__Your assignment__. Print the entries exactly; skip the pictures.

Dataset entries

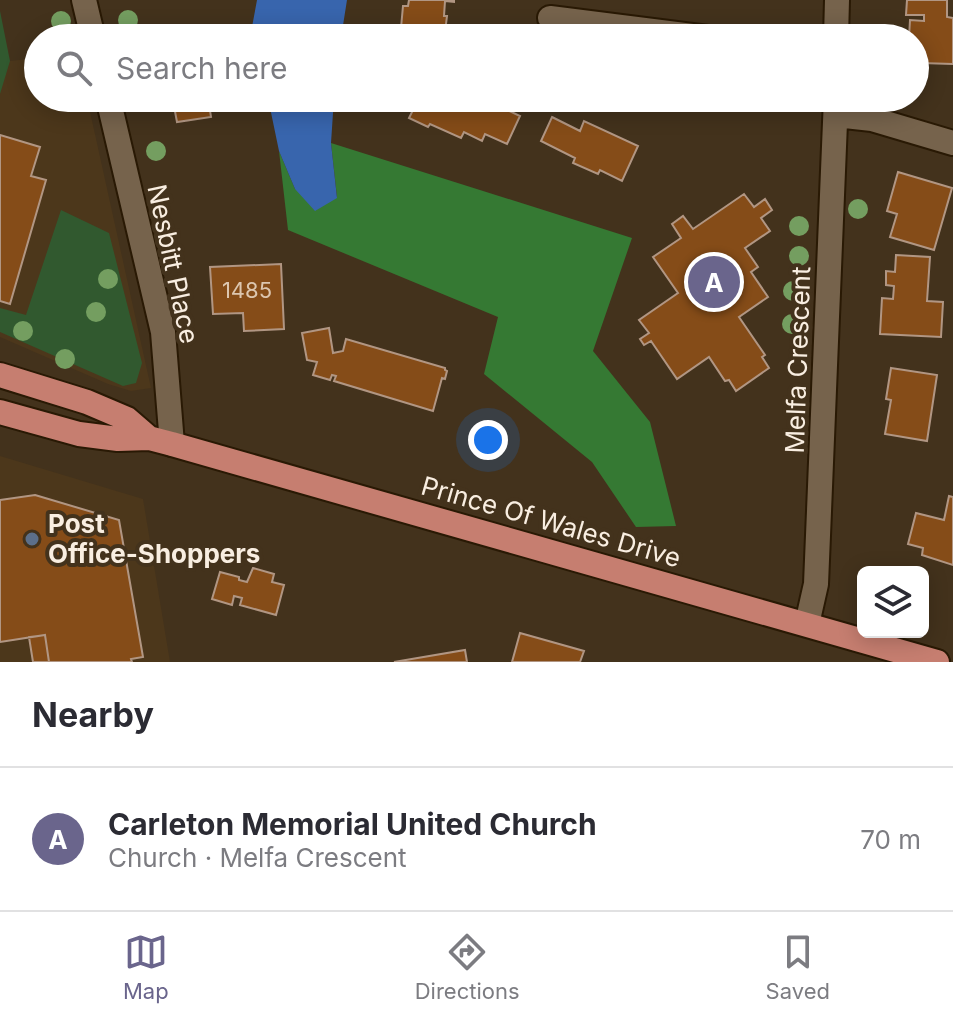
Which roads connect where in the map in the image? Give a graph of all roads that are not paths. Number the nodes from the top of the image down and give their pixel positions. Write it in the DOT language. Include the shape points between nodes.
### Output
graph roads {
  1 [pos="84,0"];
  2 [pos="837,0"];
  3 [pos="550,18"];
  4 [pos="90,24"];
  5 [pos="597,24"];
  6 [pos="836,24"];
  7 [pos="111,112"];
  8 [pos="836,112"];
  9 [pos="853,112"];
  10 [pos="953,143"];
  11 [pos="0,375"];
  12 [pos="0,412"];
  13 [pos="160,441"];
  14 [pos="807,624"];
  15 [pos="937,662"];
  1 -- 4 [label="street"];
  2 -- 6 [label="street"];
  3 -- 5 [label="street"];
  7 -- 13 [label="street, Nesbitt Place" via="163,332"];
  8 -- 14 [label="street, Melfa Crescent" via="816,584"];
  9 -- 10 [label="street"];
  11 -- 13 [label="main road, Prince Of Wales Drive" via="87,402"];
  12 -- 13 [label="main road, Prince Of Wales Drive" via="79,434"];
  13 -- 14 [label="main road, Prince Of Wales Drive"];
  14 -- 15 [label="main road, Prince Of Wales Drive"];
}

__Written answer__.
Which roads connect where in the map in the image? Give a graph of all roads that are not paths. Number the nodes from the top of the image down and give their pixel positions. Write it in the DOT language. Include the shape points between nodes.
### Output
graph roads {
  1 [pos="84,0"];
  2 [pos="837,0"];
  3 [pos="550,18"];
  4 [pos="90,24"];
  5 [pos="597,24"];
  6 [pos="836,24"];
  7 [pos="111,112"];
  8 [pos="836,112"];
  9 [pos="853,112"];
  10 [pos="953,143"];
  11 [pos="0,375"];
  12 [pos="0,412"];
  13 [pos="160,441"];
  14 [pos="807,624"];
  15 [pos="937,662"];
  1 -- 4 [label="street"];
  2 -- 6 [label="street"];
  3 -- 5 [label="street"];
  7 -- 13 [label="street, Nesbitt Place" via="163,332"];
  8 -- 14 [label="street, Melfa Crescent" via="816,584"];
  9 -- 10 [label="street"];
  11 -- 13 [label="main road, Prince Of Wales Drive" via="87,402"];
  12 -- 13 [label="main road, Prince Of Wales Drive" via="79,434"];
  13 -- 14 [label="main road, Prince Of Wales Drive"];
  14 -- 15 [label="main road, Prince Of Wales Drive"];
}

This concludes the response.